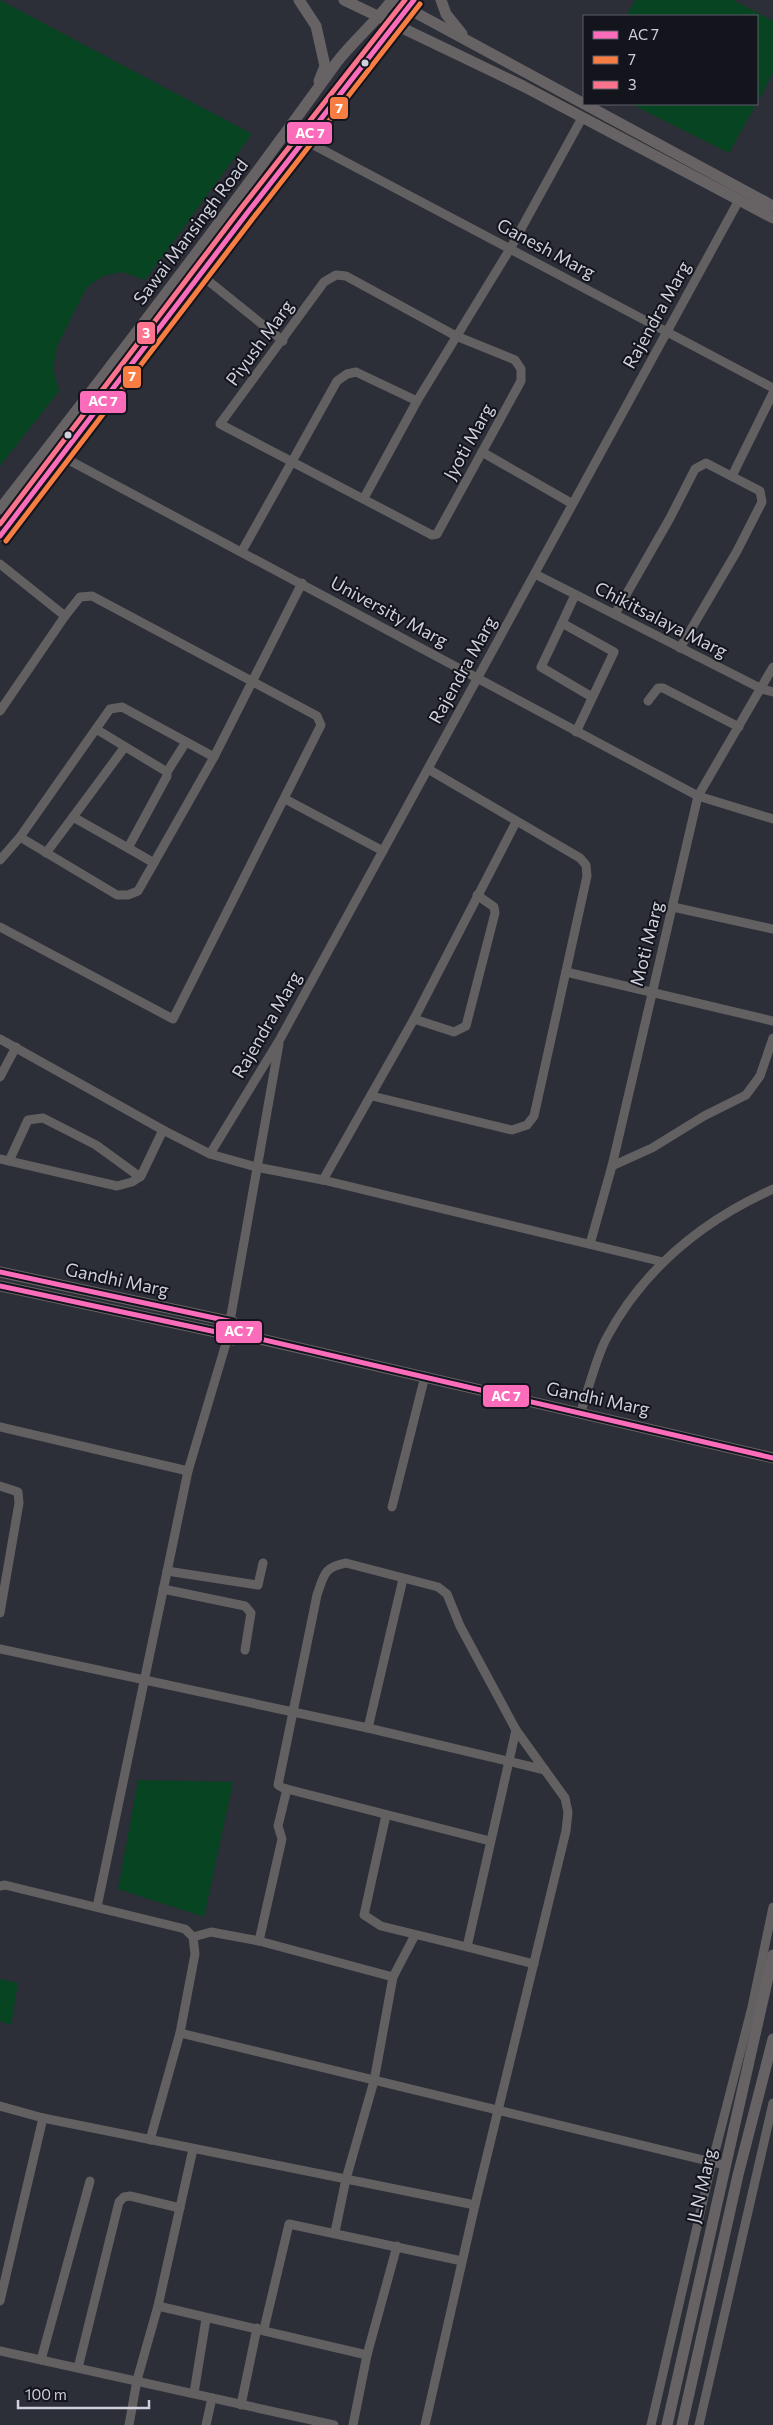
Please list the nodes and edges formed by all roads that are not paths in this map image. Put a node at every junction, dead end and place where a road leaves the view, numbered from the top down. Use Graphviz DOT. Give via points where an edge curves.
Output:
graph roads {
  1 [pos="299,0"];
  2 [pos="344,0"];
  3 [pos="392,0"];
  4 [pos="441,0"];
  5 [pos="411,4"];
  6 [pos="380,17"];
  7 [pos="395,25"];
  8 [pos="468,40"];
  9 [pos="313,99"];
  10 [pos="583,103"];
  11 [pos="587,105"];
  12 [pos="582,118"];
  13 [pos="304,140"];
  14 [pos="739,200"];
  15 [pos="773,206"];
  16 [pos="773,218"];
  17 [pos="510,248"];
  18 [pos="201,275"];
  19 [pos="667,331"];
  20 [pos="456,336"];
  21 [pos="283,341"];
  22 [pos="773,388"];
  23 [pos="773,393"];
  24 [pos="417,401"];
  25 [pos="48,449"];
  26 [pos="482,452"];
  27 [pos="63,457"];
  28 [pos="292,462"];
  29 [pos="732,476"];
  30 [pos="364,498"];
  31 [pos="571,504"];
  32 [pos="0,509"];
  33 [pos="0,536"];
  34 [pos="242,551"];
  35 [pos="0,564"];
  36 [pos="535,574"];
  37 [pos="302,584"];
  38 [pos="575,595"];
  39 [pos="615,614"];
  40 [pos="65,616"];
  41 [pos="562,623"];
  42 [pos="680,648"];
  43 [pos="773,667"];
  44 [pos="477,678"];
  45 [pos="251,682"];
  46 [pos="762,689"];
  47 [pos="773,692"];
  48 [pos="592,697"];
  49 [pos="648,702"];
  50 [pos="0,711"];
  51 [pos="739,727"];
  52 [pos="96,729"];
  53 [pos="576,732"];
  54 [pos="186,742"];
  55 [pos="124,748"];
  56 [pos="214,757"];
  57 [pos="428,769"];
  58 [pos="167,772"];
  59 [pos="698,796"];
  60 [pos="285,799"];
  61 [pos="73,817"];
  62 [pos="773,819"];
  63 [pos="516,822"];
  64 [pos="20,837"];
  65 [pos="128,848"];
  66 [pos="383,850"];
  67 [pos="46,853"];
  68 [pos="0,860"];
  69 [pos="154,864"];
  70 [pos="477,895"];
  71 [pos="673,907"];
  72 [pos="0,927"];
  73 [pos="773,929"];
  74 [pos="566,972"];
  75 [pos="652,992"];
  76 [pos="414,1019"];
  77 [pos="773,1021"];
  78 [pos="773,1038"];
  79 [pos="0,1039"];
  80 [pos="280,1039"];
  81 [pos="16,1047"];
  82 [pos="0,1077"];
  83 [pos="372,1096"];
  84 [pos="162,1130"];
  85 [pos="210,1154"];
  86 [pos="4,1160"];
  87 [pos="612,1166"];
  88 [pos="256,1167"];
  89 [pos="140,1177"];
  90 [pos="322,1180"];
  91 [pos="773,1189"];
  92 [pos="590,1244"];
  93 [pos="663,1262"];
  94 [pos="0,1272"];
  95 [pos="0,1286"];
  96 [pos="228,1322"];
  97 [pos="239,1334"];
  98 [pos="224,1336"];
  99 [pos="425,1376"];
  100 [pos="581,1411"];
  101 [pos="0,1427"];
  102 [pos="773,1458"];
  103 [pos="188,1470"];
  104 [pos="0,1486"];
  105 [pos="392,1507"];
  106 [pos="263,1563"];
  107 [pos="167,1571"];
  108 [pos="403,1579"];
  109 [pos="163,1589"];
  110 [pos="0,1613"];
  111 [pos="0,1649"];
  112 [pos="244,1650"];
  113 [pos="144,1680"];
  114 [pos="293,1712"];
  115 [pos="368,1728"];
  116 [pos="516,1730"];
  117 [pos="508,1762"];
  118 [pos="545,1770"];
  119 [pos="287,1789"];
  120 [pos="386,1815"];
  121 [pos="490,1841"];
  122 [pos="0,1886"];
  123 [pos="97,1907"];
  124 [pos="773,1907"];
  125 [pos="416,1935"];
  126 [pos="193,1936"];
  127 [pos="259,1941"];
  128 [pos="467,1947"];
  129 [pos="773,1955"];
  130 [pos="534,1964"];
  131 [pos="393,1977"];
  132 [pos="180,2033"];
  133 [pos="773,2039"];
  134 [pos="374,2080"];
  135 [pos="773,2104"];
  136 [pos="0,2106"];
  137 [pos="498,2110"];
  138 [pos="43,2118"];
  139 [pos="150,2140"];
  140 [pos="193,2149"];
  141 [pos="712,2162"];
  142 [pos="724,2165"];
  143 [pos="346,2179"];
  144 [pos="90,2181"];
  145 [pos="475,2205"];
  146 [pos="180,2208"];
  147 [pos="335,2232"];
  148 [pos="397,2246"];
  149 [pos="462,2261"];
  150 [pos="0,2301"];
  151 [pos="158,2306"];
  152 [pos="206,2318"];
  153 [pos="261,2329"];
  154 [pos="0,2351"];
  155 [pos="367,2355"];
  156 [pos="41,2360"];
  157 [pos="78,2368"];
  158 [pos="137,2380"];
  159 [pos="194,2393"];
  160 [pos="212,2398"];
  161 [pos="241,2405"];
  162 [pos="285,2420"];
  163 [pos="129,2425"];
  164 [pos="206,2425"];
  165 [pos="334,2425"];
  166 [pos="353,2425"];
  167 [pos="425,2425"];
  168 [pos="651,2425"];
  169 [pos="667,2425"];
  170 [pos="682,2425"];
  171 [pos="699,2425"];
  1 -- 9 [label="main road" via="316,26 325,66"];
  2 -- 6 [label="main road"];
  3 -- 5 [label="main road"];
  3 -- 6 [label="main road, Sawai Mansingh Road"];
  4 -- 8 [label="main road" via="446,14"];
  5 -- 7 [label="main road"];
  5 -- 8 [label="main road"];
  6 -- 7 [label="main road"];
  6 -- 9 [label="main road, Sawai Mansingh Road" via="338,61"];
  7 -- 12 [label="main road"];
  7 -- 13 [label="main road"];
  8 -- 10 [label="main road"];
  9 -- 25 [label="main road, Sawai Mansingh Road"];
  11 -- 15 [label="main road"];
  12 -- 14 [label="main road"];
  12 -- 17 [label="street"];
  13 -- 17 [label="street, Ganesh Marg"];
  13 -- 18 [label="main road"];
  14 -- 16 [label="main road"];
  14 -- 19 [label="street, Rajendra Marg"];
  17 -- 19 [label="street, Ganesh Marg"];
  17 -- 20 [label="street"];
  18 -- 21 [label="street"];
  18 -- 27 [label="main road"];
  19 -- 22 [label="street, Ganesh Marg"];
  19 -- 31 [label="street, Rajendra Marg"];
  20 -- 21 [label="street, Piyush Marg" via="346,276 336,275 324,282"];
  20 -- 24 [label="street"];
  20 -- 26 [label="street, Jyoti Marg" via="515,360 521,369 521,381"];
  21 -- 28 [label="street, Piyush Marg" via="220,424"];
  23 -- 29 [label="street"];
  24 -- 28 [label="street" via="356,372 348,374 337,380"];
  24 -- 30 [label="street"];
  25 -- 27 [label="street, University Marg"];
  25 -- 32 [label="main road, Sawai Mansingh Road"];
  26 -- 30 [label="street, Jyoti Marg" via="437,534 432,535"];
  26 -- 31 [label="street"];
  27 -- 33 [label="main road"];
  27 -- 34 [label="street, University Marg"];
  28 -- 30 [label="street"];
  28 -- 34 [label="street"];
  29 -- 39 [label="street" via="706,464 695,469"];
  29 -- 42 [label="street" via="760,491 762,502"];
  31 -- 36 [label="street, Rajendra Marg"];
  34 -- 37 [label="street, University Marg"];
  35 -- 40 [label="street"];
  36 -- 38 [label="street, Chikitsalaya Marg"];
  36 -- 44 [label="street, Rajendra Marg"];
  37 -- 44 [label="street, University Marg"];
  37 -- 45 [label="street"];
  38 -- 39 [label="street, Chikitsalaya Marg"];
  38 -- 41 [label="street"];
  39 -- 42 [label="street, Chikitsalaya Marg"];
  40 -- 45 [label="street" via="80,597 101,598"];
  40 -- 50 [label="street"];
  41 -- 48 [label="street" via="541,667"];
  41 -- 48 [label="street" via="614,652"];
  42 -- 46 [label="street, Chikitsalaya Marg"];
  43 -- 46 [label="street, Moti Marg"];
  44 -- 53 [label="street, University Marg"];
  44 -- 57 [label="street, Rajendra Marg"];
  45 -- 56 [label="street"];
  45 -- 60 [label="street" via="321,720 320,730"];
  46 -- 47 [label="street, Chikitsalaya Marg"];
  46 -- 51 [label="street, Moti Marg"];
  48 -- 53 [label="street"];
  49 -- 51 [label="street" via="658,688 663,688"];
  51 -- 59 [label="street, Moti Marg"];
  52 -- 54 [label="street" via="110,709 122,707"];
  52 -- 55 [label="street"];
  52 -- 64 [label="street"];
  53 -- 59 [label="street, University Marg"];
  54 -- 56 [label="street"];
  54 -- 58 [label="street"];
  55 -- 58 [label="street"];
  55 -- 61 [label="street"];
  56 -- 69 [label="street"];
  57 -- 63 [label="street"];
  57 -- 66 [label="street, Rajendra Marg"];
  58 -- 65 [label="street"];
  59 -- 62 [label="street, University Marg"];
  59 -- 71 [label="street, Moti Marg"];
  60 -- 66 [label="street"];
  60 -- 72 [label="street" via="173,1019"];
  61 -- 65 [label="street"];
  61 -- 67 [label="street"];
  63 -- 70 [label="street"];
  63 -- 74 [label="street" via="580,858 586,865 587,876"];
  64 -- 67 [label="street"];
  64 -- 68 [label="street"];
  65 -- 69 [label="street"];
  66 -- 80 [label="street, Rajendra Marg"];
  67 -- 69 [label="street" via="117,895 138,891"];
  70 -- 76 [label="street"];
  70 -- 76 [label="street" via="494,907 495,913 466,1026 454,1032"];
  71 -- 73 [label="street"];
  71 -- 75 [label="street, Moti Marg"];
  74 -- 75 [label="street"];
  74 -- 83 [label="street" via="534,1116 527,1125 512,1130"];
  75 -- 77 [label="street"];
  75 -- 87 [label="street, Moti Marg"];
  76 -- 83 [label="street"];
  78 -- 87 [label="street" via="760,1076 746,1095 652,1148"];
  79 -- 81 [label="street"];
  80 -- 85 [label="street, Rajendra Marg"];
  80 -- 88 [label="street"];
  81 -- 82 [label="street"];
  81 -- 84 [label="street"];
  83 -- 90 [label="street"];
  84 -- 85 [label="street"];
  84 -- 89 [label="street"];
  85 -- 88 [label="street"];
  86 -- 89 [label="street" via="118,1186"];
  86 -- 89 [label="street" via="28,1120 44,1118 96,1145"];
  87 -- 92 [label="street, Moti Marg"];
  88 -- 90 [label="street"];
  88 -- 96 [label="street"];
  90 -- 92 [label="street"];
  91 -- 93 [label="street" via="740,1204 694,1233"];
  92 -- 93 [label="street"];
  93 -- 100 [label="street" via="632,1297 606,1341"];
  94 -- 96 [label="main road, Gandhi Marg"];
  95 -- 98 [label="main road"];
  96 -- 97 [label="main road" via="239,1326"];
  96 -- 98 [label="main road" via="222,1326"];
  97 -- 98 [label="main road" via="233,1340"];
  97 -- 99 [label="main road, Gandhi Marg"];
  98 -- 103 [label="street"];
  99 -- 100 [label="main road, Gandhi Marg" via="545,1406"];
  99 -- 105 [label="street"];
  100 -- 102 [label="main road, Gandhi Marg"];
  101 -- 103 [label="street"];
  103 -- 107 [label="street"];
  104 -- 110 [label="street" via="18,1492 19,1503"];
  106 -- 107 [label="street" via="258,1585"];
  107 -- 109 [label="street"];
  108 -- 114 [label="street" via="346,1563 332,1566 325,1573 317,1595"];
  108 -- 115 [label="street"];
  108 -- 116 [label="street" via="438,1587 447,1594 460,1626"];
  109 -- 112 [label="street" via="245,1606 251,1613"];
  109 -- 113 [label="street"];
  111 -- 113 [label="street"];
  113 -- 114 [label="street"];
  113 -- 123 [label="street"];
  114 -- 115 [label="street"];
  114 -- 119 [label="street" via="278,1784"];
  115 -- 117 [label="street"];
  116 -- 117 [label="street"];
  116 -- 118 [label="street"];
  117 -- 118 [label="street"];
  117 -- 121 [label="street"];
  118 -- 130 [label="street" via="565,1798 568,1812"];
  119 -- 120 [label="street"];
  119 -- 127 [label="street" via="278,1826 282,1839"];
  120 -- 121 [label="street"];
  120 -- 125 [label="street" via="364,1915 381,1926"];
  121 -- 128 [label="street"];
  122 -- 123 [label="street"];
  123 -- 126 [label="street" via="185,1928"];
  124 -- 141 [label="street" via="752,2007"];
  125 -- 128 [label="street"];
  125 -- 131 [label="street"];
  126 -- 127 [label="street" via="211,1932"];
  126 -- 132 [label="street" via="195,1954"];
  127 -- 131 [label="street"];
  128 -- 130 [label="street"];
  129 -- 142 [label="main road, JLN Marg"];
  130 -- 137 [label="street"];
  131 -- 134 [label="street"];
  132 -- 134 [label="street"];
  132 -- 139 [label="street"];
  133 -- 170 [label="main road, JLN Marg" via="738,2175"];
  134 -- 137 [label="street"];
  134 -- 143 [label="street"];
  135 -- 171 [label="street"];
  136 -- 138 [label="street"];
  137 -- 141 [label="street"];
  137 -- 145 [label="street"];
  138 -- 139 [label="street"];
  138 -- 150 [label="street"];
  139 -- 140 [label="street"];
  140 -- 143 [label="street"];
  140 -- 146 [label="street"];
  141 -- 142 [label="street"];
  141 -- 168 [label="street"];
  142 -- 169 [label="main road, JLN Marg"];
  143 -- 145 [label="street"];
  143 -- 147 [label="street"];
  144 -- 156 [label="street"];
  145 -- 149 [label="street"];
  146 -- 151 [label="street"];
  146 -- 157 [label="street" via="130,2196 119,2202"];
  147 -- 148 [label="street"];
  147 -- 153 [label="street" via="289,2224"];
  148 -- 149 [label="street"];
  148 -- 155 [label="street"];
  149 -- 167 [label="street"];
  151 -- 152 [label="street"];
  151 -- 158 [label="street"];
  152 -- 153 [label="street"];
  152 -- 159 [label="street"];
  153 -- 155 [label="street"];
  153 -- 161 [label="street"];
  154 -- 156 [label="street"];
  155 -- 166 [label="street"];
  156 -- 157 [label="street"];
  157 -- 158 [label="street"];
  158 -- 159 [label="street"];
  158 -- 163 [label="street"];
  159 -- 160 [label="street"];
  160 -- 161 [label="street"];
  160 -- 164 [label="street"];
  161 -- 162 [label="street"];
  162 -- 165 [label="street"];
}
^^^^^^^^^^^^^^^^
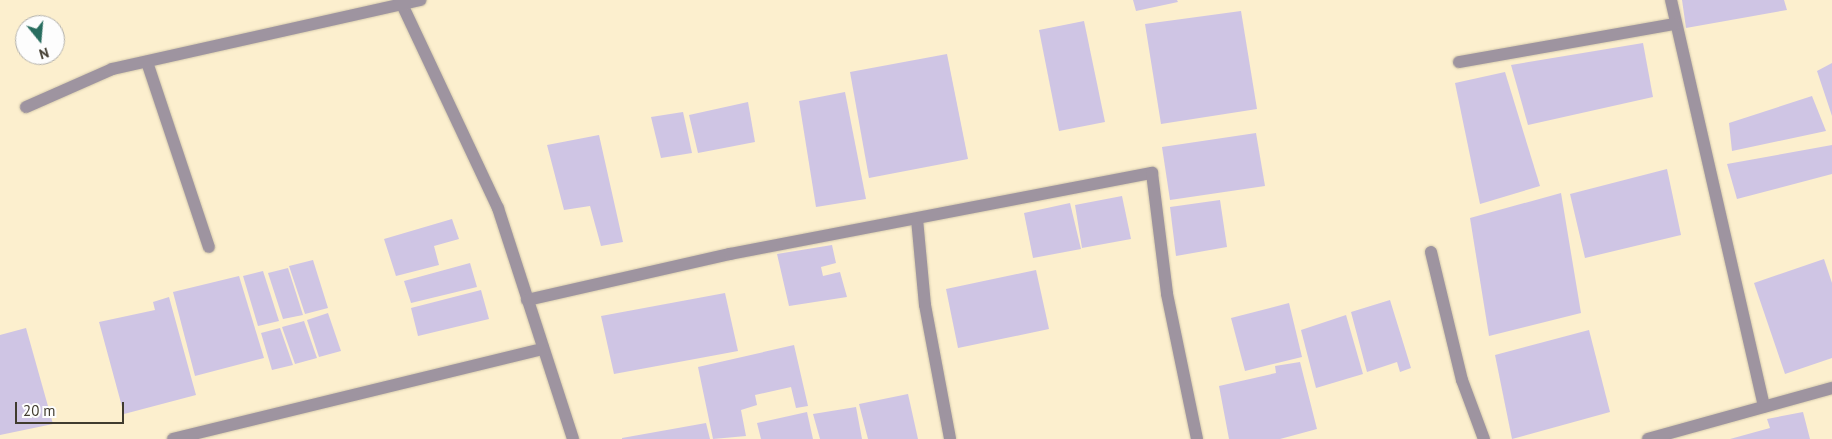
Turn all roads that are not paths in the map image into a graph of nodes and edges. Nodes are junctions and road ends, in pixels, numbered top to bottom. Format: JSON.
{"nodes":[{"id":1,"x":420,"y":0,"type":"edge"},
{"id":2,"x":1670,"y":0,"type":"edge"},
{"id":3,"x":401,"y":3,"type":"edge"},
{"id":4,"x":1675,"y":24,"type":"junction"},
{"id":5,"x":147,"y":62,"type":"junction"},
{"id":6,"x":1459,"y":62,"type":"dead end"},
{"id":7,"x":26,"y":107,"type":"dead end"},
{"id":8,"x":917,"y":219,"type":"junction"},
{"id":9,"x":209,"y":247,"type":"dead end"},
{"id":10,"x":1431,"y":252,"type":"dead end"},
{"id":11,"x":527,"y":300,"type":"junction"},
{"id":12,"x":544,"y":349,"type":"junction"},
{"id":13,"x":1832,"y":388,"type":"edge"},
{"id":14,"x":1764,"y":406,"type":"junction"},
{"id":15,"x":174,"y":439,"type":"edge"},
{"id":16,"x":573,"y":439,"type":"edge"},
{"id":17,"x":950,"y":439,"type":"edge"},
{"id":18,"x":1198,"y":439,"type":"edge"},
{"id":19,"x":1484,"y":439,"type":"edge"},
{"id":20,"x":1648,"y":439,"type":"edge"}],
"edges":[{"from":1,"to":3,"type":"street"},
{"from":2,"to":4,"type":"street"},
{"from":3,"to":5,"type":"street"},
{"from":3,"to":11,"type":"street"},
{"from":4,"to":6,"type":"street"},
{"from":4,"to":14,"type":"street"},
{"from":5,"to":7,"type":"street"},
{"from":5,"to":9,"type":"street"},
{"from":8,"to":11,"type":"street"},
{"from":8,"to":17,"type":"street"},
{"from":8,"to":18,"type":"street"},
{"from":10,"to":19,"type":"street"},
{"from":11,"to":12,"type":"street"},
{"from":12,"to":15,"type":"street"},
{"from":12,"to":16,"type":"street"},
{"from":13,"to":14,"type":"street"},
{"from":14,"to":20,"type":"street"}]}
^^^^^^^^^^^^^^^^
Report each line of the material in which the string "image" occurs.

### WRITTEN REPLY
Please list the nodes and edges formed by all roads that are not paths in this map image. Put a node at every junction, dead end and place where a road leaves the view, numbered from the top down. Use Graphviz DOT. Give via points where an edge curves.
Turn all roads that are not paths in the map image into a graph of nodes and edges. Nodes are junctions and road ends, in pixels, numbered top to bottom. Format: JSON.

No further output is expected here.